Goint Nutchy

Posted on 2007-11-08 09:49:01 EET.

I've been meaning to write a "note to self" about this for a while but been just too busy...

Anyways, recently there was a need to have non-MidCOM sites searchable via midcom.helper.search, merging results on style level would have been too ugly a hack (though it also works, or making an iframe for a separate set of results from some other indexer), so on to find a spider that we could use to feed data to Solr.

Apache Nutch was already using Lucene, but used it internally, luckily this page explained a way to make Nutch talk with a Solr backend.

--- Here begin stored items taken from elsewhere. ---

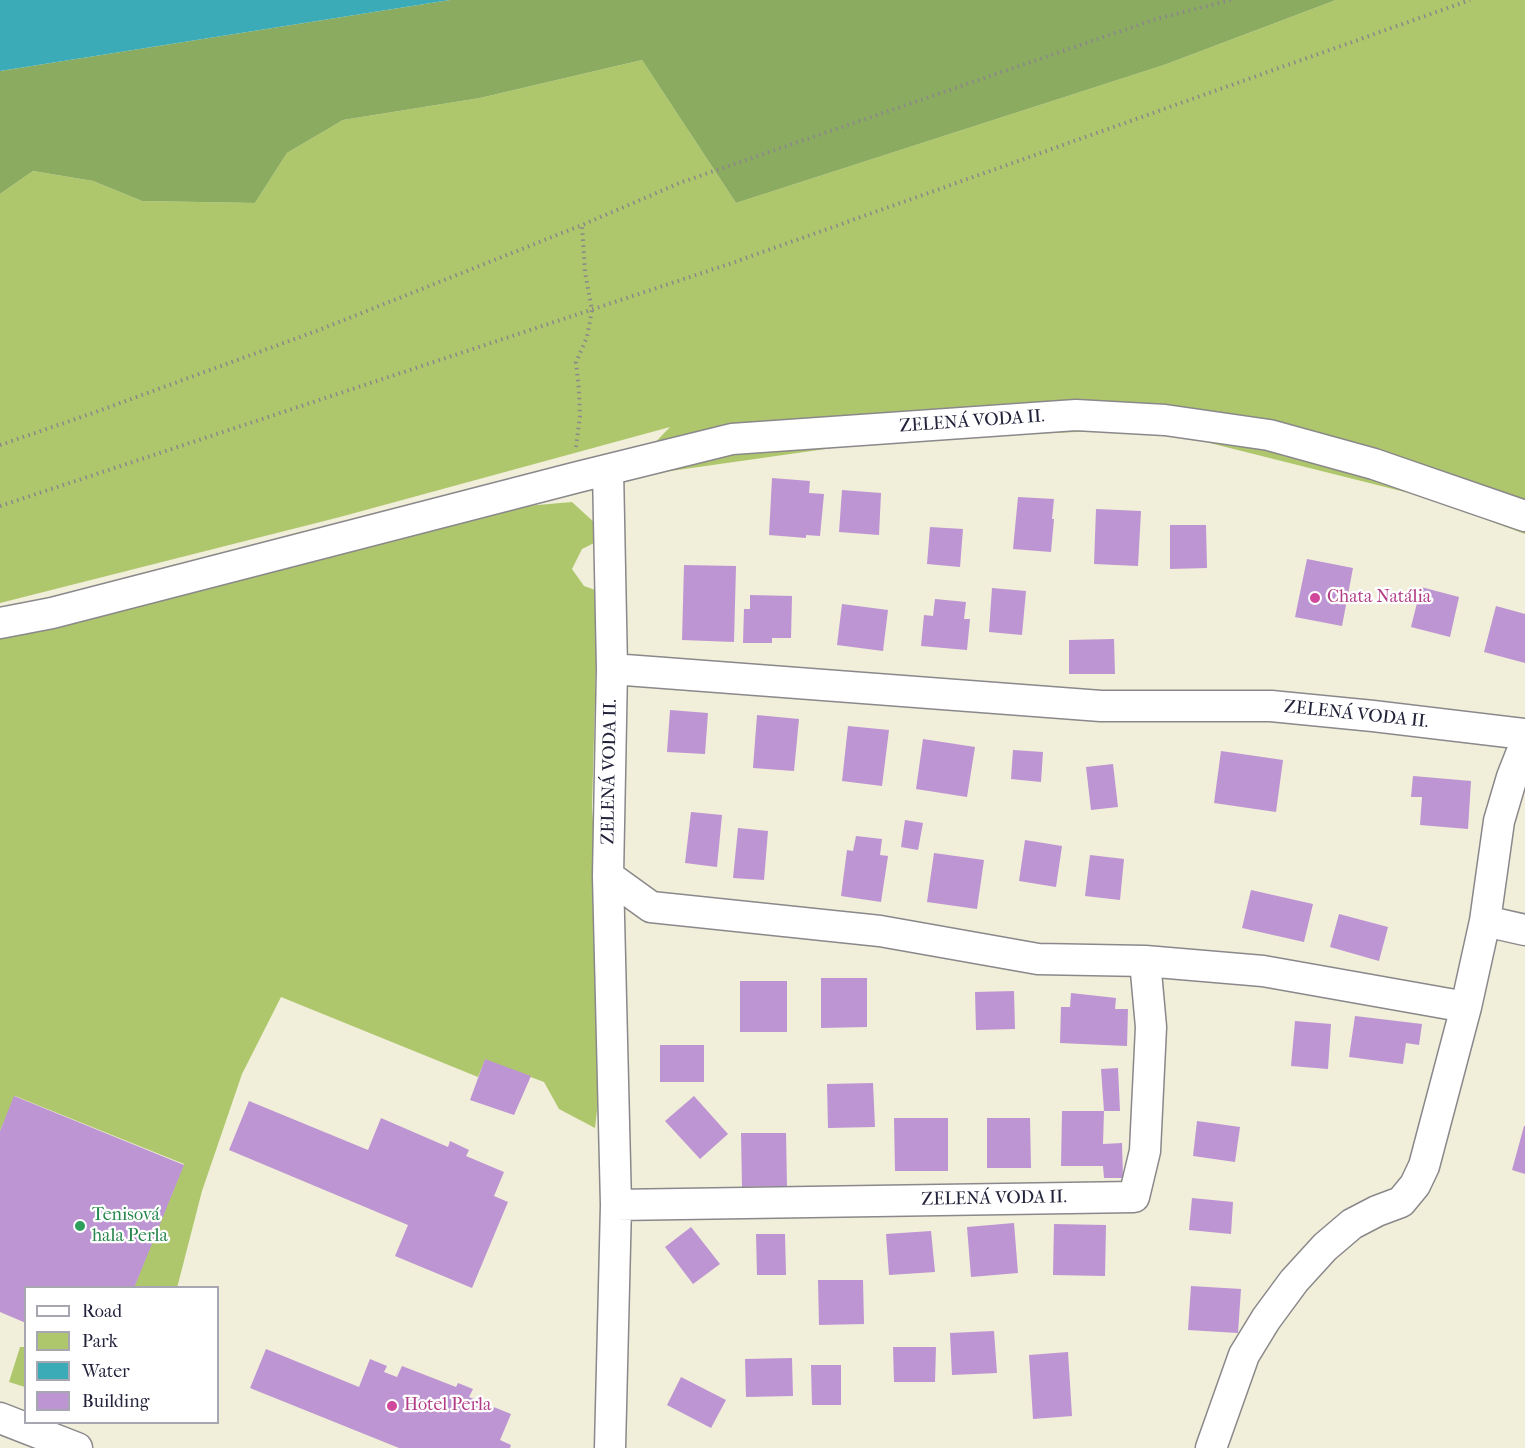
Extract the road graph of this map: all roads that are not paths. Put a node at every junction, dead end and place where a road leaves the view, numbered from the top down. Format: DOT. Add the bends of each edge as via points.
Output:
graph roads {
  1 [pos="608,470"];
  2 [pos="1525,516"];
  3 [pos="0,623"];
  4 [pos="612,669"];
  5 [pos="1525,734"];
  6 [pos="1525,744"];
  7 [pos="608,876"];
  8 [pos="651,907"];
  9 [pos="1485,921"];
  10 [pos="1525,930"];
  11 [pos="610,938"];
  12 [pos="1145,961"];
  13 [pos="1466,1007"];
  14 [pos="616,1205"];
  15 [pos="0,1418"];
  16 [pos="77,1448"];
  17 [pos="610,1448"];
  18 [pos="1211,1448"];
  1 -- 2 [label="street, ZELENÁ VODA II." via="732,439 1076,415 1165,420 1269,435 1374,464"];
  1 -- 3 [label="street" via="52,614"];
  1 -- 4 [label="street, ZELENÁ VODA II."];
  4 -- 5 [label="street, ZELENÁ VODA II." via="1101,706 1271,706"];
  4 -- 7 [label="street, ZELENÁ VODA II."];
  6 -- 9 [label="street" via="1499,821"];
  7 -- 8 [label="street"];
  7 -- 11 [label="street, ZELENÁ VODA II."];
  8 -- 11 [label="street"];
  8 -- 12 [label="street" via="880,931 1038,960"];
  9 -- 10 [label="street"];
  9 -- 13 [label="street"];
  11 -- 14 [label="street, ZELENÁ VODA II."];
  12 -- 13 [label="street" via="1263,970"];
  12 -- 14 [label="street, ZELENÁ VODA II." via="1151,1027 1146,1151 1134,1197"];
  13 -- 18 [label="street" via="1424,1166 1415,1185 1401,1202 1352,1224 1294,1281 1244,1356"];
  14 -- 17 [label="street, ZELENÁ VODA II."];
  15 -- 16 [label="street"];
}
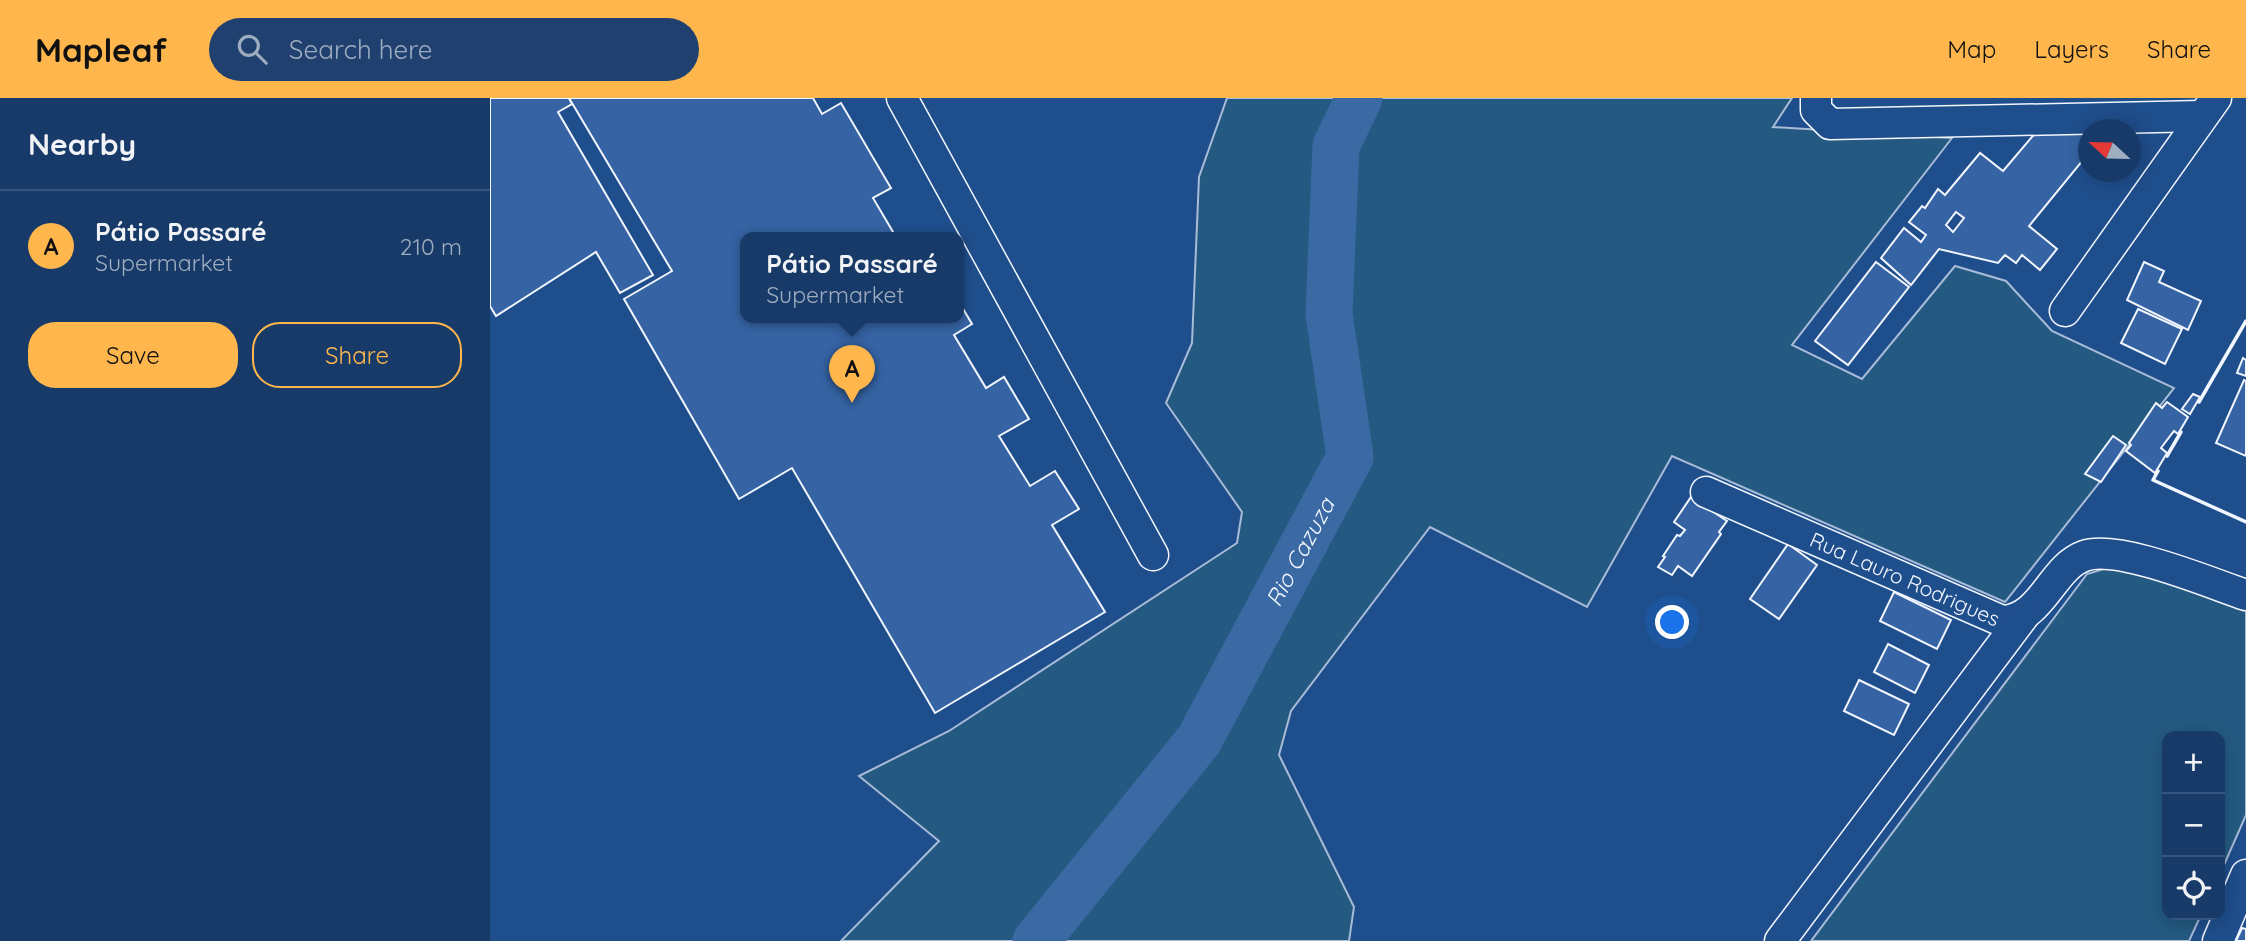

I got it working with 0.9 release of Nutch and a combined Nutch+MidCOM Solr schema (get it from Midgard SVN). However since Nutch builds the abstracts or summaries at result display time in stead of storing them in index we don't have those available, it should be possible to hook a generic summarizer to the index phase but I didn't have the time to look into that at the time, also my Java skills are very rusty...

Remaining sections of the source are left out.